A rotina de um colégio correicional raramente inspira qualquer projeção heroica, e talvez por isso mesmo “Steve” encontre força no retrato direto de um espaço onde responsabilidade pública, falhas institucionais e vulnerabilidade juvenil se chocam sem pausa. O filme parte de uma premissa simples: acompanhar um único dia na vida do diretor interpretado por Cillian Murphy, um sujeito que tenta sustentar a ordem em Stanton Wood enquanto administra seus próprios limites físicos e emocionais. A escolha por condensar tudo em vinte e quatro horas amplia a sensação de desgaste permanente; cada decisão chega sem aviso, cada pedido exige uma resposta imediata e cada aluno pressiona o ambiente até o limite suportável. O protagonista caminha de um cômodo a outro como alguém que apaga incêndios sem qualquer garantia de que o prédio ainda ficará de pé ao anoitecer.
Essa dinâmica ganha corpo a partir da chegada de uma equipe da BBC, cujo interesse em produzir um retrato institucional introduz um duplo deslocamento: de um lado, o registro das entrevistas expõe o quanto a escola funciona à beira do colapso; de outro, revela como Jenny (Emily Watson), Amanda (Tracey Ullman) e Lola (Little Simz) sustentam, com graus variados de cansaço, uma rotina dedicada muito mais à contenção do que à educação. Os poucos momentos de aula propriamente dita surgem como lampejos frágeis, rapidamente engolidos por discussões, provocações ou crises que se espalham pelos corredores. O ambiente é turbulento, mas coerente dentro de sua lógica interna: cada conflito é parte de um sistema que perdeu a capacidade de orientar seus alunos para além do dia seguinte.

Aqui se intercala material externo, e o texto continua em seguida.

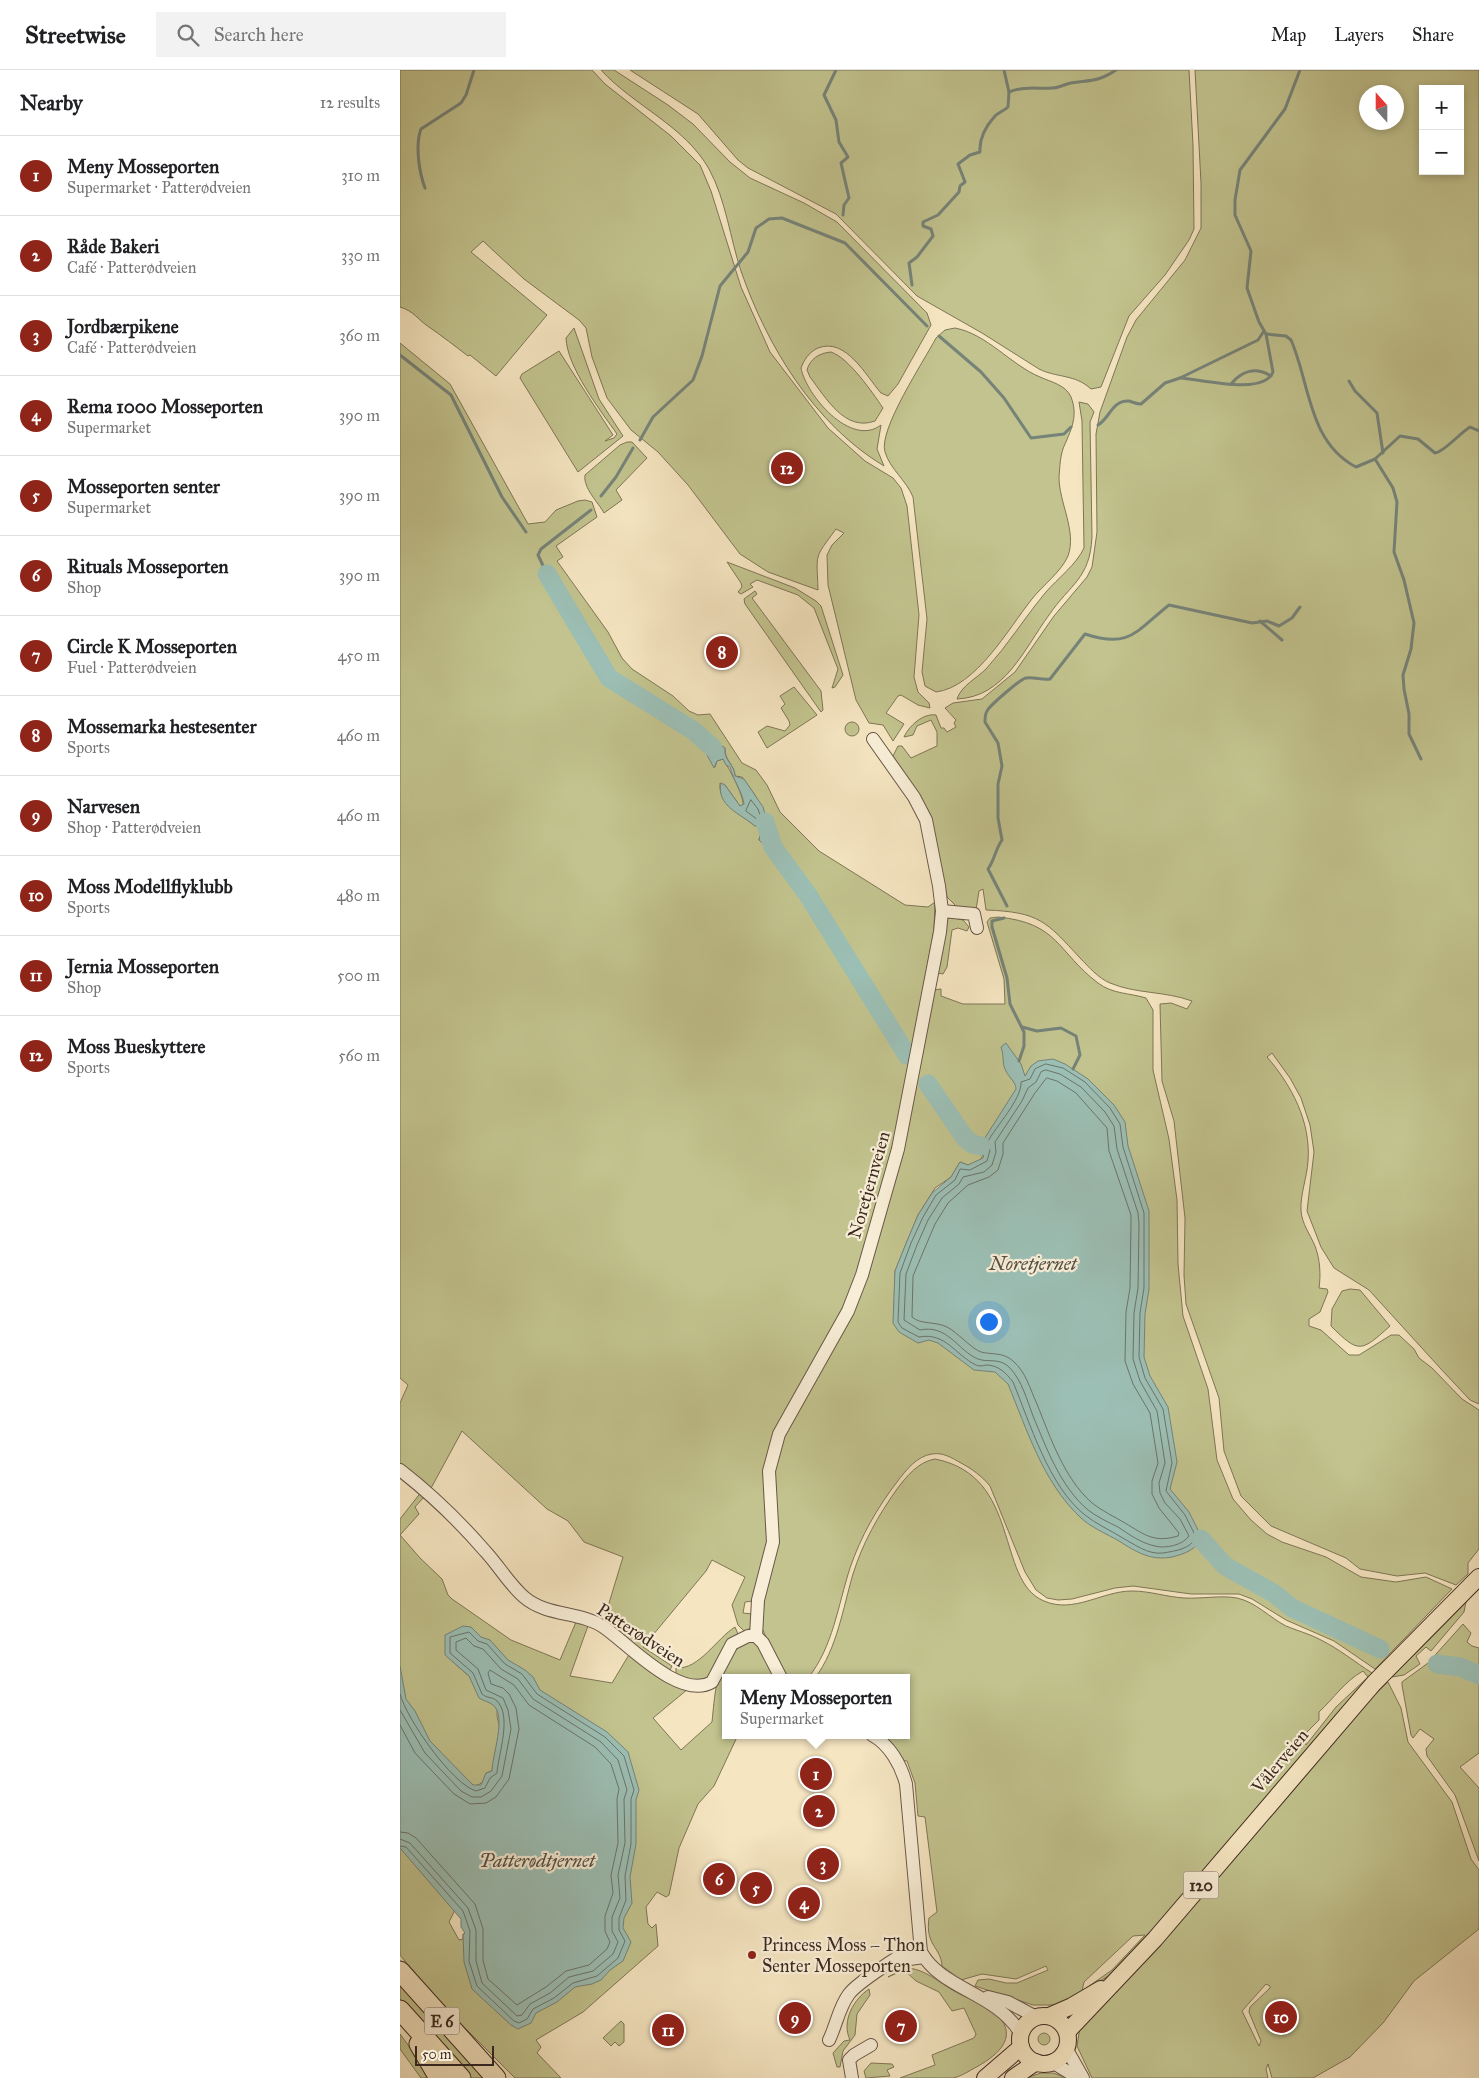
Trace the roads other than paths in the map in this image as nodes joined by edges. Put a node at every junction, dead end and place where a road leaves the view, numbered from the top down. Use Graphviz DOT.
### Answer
graph roads {
  1 [pos="873,739"];
  2 [pos="942,911"];
  3 [pos="977,928"];
  4 [pos="400,1470"];
  5 [pos="1479,1577"];
  6 [pos="756,1636"];
  7 [pos="779,1674"];
  8 [pos="877,1739"];
  9 [pos="922,1952"];
  10 [pos="400,1971"];
  11 [pos="1117,1978"];
  12 [pos="979,1995"];
  13 [pos="400,2012"];
  14 [pos="1042,2017"];
  15 [pos="1067,2032"];
  16 [pos="829,2040"];
  17 [pos="1021,2040"];
  18 [pos="871,2045"];
  19 [pos="1066,2048"];
  20 [pos="1044,2062"];
  21 [pos="439,2078"];
  22 [pos="461,2078"];
  23 [pos="496,2078"];
  24 [pos="852,2078"];
  25 [pos="985,2078"];
  26 [pos="1012,2078"];
  27 [pos="1078,2078"];
  28 [pos="1083,2078"];
  1 -- 2 [label="street, Noretjernveien"];
  2 -- 3 [label="street"];
  2 -- 6 [label="street, Noretjernveien"];
  4 -- 6 [label="street, Patterødveien"];
  5 -- 11 [label="main road, Vålerveien / 120"];
  6 -- 7 [label="street"];
  8 -- 9 [label="street"];
  9 -- 12 [label="street"];
  9 -- 16 [label="street"];
  10 -- 23 [label="highway, E 6"];
  11 -- 14 [label="main road, Vålerveien / 120"];
  11 -- 15 [label="main road, Vålerveien / 120"];
  12 -- 14 [label="street"];
  12 -- 17 [label="street"];
  13 -- 21 [label="highway, E 6"];
  13 -- 22 [label="highway, E 6"];
  14 -- 15 [label="main road"];
  14 -- 17 [label="main road, 120"];
  15 -- 19 [label="main road"];
  17 -- 20 [label="main road"];
  17 -- 25 [label="main road, 120"];
  18 -- 24 [label="street"];
  19 -- 20 [label="main road"];
  19 -- 28 [label="street"];
  20 -- 26 [label="main road"];
  20 -- 27 [label="street"];
}
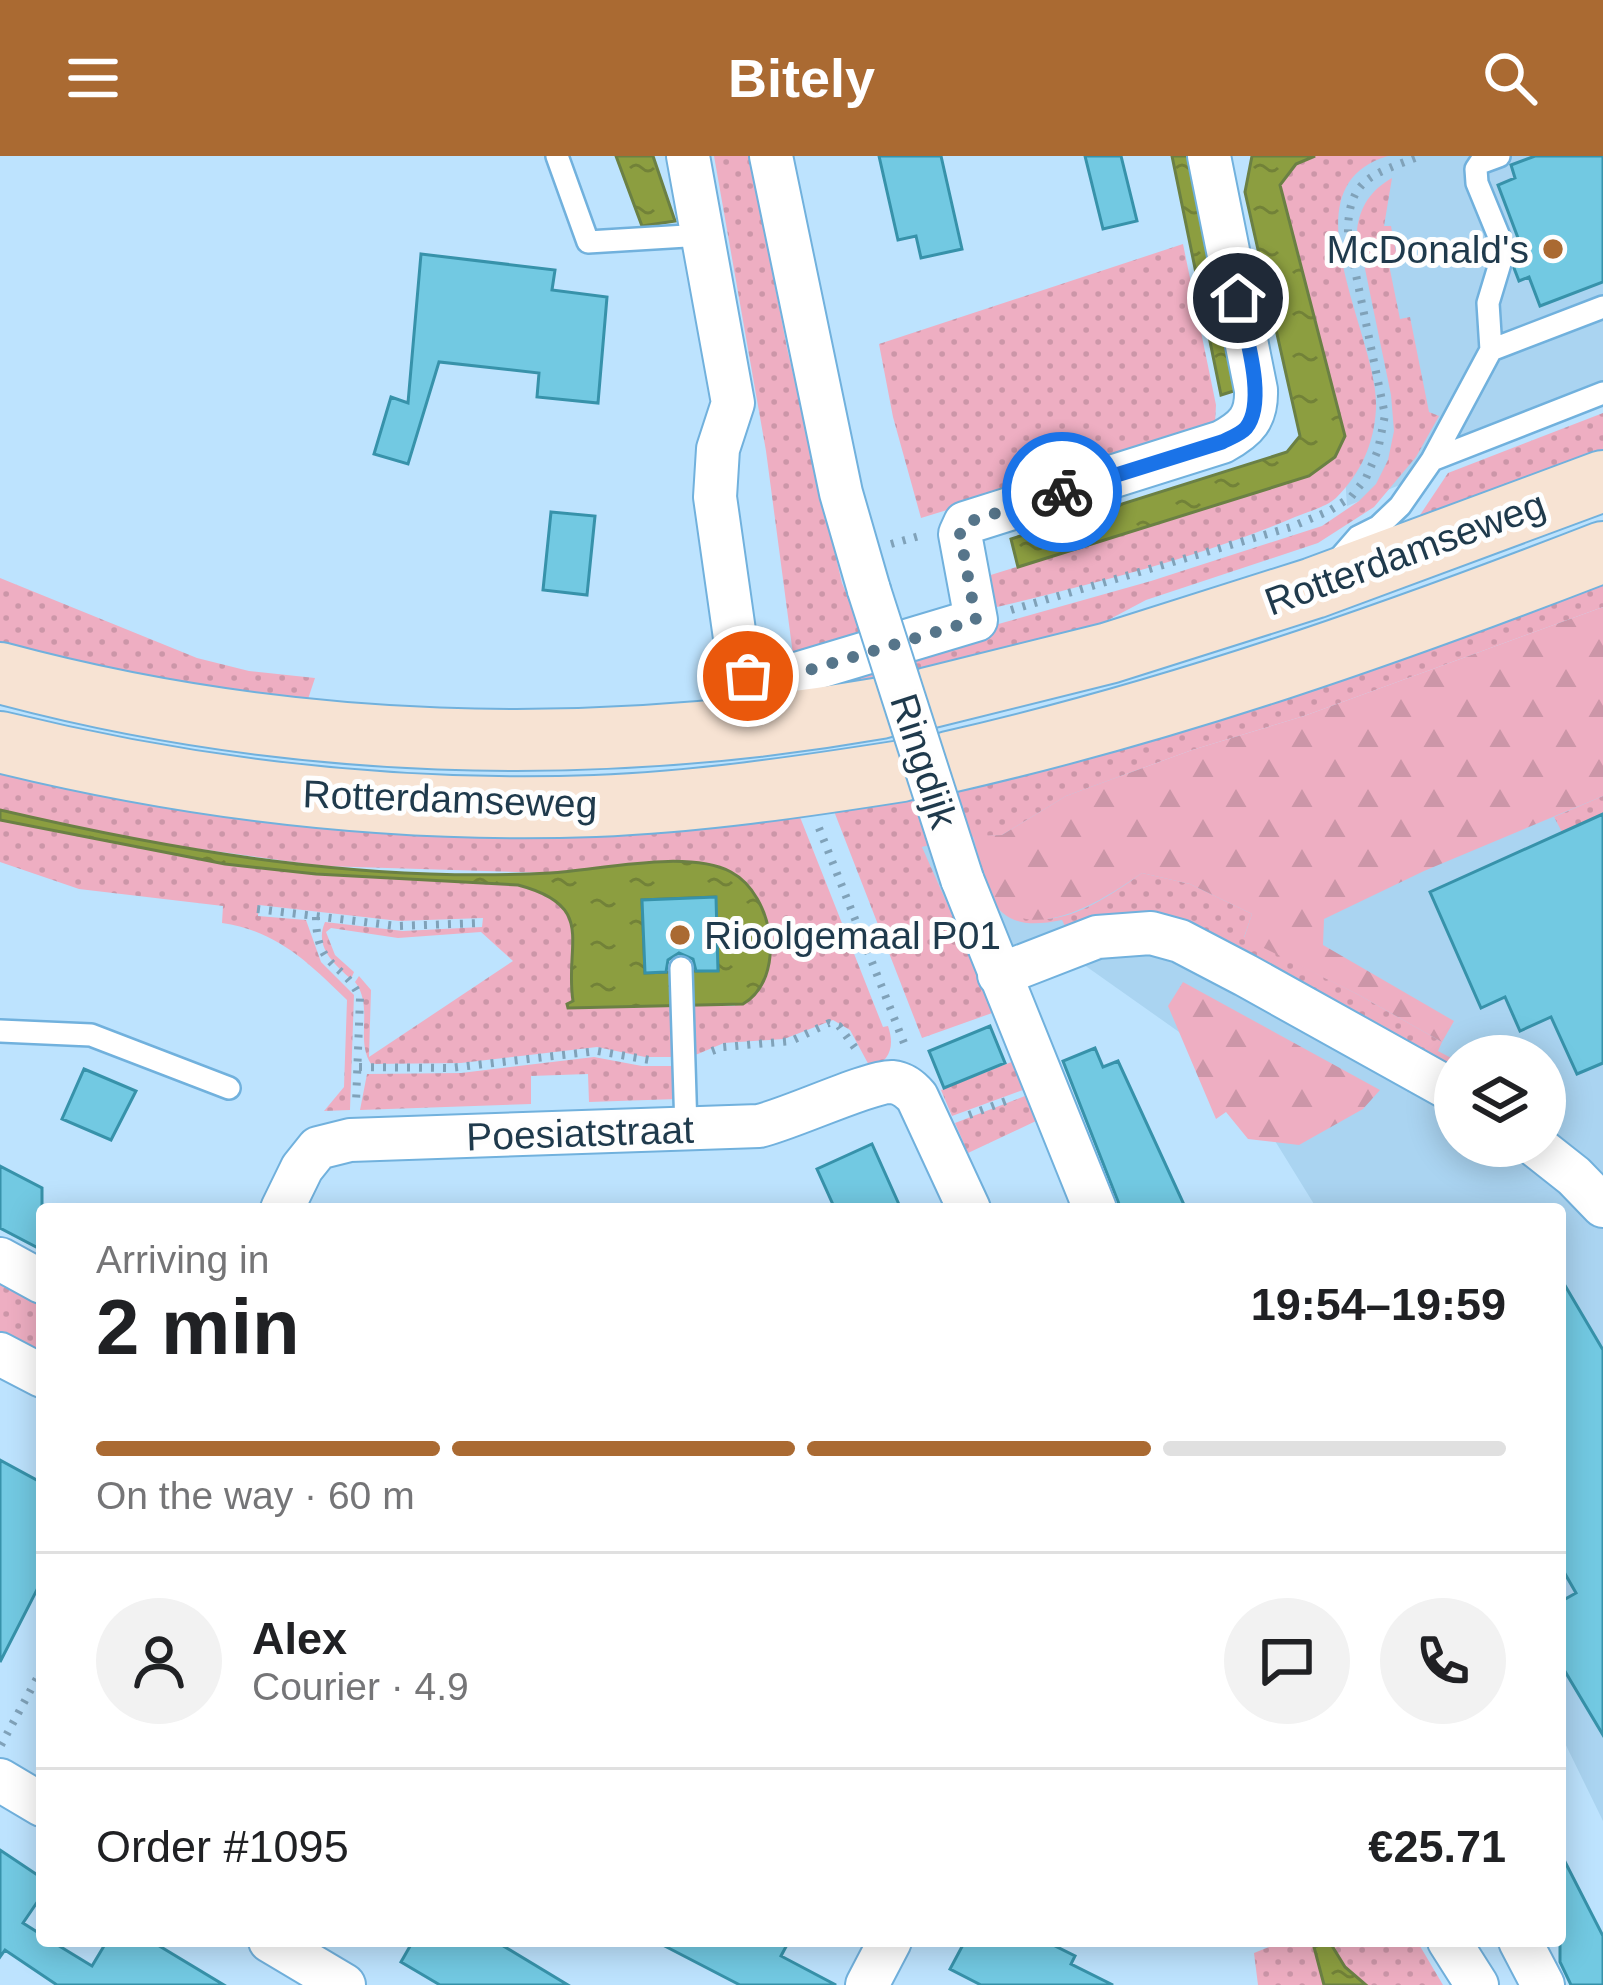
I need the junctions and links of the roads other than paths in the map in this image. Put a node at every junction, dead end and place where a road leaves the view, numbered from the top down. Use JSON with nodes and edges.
{"nodes":[{"id":1,"x":557,"y":156,"type":"edge"},
{"id":2,"x":688,"y":156,"type":"edge"},
{"id":3,"x":771,"y":156,"type":"edge"},
{"id":4,"x":1209,"y":156,"type":"edge"},
{"id":5,"x":1499,"y":156,"type":"edge"},
{"id":6,"x":703,"y":236,"type":"junction"},
{"id":7,"x":1603,"y":307,"type":"edge"},
{"id":8,"x":1491,"y":350,"type":"junction"},
{"id":9,"x":1603,"y":393,"type":"edge"},
{"id":10,"x":1432,"y":460,"type":"junction"},
{"id":11,"x":1603,"y":481,"type":"edge"},
{"id":12,"x":1603,"y":552,"type":"edge"},
{"id":13,"x":1313,"y":588,"type":"junction"},
{"id":14,"x":0,"y":674,"type":"edge"},
{"id":15,"x":0,"y":742,"type":"edge"},
{"id":16,"x":681,"y":968,"type":"dead end"},
{"id":17,"x":999,"y":975,"type":"junction"},
{"id":18,"x":0,"y":1031,"type":"edge"},
{"id":19,"x":1434,"y":1080,"type":"edge"},
{"id":20,"x":229,"y":1088,"type":"dead end"},
{"id":21,"x":686,"y":1129,"type":"junction"},
{"id":22,"x":1563,"y":1167,"type":"edge"},
{"id":23,"x":285,"y":1203,"type":"edge"},
{"id":24,"x":966,"y":1203,"type":"edge"},
{"id":25,"x":1093,"y":1203,"type":"edge"},
{"id":26,"x":1603,"y":1206,"type":"edge"},
{"id":27,"x":0,"y":1259,"type":"edge"},
{"id":28,"x":36,"y":1279,"type":"edge"},
{"id":29,"x":0,"y":1354,"type":"edge"},
{"id":30,"x":36,"y":1373,"type":"edge"},
{"id":31,"x":0,"y":1780,"type":"edge"},
{"id":32,"x":36,"y":1801,"type":"edge"},
{"id":33,"x":280,"y":1947,"type":"edge"},
{"id":34,"x":887,"y":1947,"type":"edge"},
{"id":35,"x":1453,"y":1947,"type":"edge"},
{"id":36,"x":1523,"y":1947,"type":"edge"},
{"id":37,"x":344,"y":1985,"type":"edge"},
{"id":38,"x":867,"y":1985,"type":"edge"},
{"id":39,"x":1477,"y":1985,"type":"edge"},
{"id":40,"x":1543,"y":1985,"type":"edge"}],
"edges":[{"from":1,"to":6,"type":"lane"},
{"from":2,"to":6,"type":"street"},
{"from":3,"to":17,"type":"street","name":"Ringdijk","bridge":true},
{"from":4,"to":6,"type":"street"},
{"from":5,"to":8,"type":"lane"},
{"from":7,"to":8,"type":"lane"},
{"from":8,"to":10,"type":"lane"},
{"from":9,"to":10,"type":"lane"},
{"from":10,"to":13,"type":"lane"},
{"from":11,"to":13,"type":"main road","name":"Rotterdamseweg"},
{"from":12,"to":15,"type":"main road","name":"Rotterdamseweg"},
{"from":13,"to":14,"type":"main road","name":"Rotterdamseweg"},
{"from":16,"to":21,"type":"lane"},
{"from":17,"to":19,"type":"street"},
{"from":17,"to":25,"type":"street","name":"Ringdijk"},
{"from":18,"to":20,"type":"lane"},
{"from":21,"to":23,"type":"street","name":"Poesiatstraat"},
{"from":21,"to":24,"type":"street","name":"Poesiatstraat"},
{"from":22,"to":26,"type":"street"},
{"from":27,"to":28,"type":"street"},
{"from":29,"to":30,"type":"street"},
{"from":31,"to":32,"type":"street"},
{"from":33,"to":37,"type":"street"},
{"from":34,"to":38,"type":"street"},
{"from":35,"to":39,"type":"street"},
{"from":36,"to":40,"type":"street"}]}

Nesse contexto, Shy (Jay Lycurgo) torna-se o centro emocional mais instável de Stanton Wood. Sua energia dispersa nas cenas iniciais é apenas a superfície de um isolamento crescente, acentuado pelo afastamento da família. A relação entre ele e “Steve” estabelece um eixo dramático que atravessa o filme sem sentimentalismos, mas com clareza suficiente para revelar um vínculo marcado pelo reconhecimento mútuo de fragilidades. As conversas esparsas entre ambos mostram dois indivíduos que tentam manter algum controle sobre a própria vida, embora cada um tropece em limites distintos. No caso do diretor, o apoio de Amanda funciona como um contrapeso, mesmo quando ela demonstra impaciência com seu hábito de recorrer ao álcool para suportar o ritmo do lugar.
A presença do parlamentar Montague-Powell (Roger Allam) reforça a tensão estrutural que atravessa a trama: a escola custa mais do que a administração local está disposta a sustentar. O anúncio de fechamento em seis meses evidencia um cálculo político que trata aqueles jovens como números destinados a desaparecer do orçamento, e isso atinge a equipe com uma contundência silenciosa. O filme evita discursos explícitos e opta por pequenos gestos, como o cansaço que se acumula nos rostos dos funcionários ou a hesitação diante da câmera quando alguém tenta definir a si mesmo em três palavras. A resposta de “Steve”, muito, muito cansado, funciona como diagnóstico de um sistema inteiro que opera sempre no limite.
O recurso à gravação em fita que acompanha parte do dia do protagonista atua como um mecanismo que ordena o caos e, ao mesmo tempo, expõe o desgaste psicológico que ele tenta ocultar. À medida que a narrativa avança, percebe-se que o cansaço não é apenas físico, mas fruto da responsabilidade por um espaço que sobrevive apesar da negligência política. A atuação do elenco jovem contribui para essa leitura: Riley (Joshua J. Parker), Jamie (Luke Ayres) e os demais exibem comportamentos imprevisíveis, mas deixam transparecer uma dependência profunda daquele ambiente, mesmo quando o atacam.
“Steve” percorre esse microcosmo com objetividade e evita soluções confortáveis. O filme não busca suavizar a exaustão cotidiana nem oferecer saídas simbólicas; prefere registrar a tensão entre a tentativa de manter alguma ordem e a impossibilidade de controlar o que está prestes a ruir. Quando o dia termina, nada se resolve completamente, mas a compreensão do que sustenta Stanton Wood se torna mais nítida: um grupo de profissionais esgotados, jovens que oscilam entre violência e fragilidade, e uma estrutura pública que tenta se manter relevante enquanto luta para não desaparecer. Essa soma de forças conflitantes cria um retrato que permanece na memória não por grandiloquência, mas pela clareza incômoda com que expõe um sistema que se arrasta apesar de todas as provas de que seu fim já foi anunciado.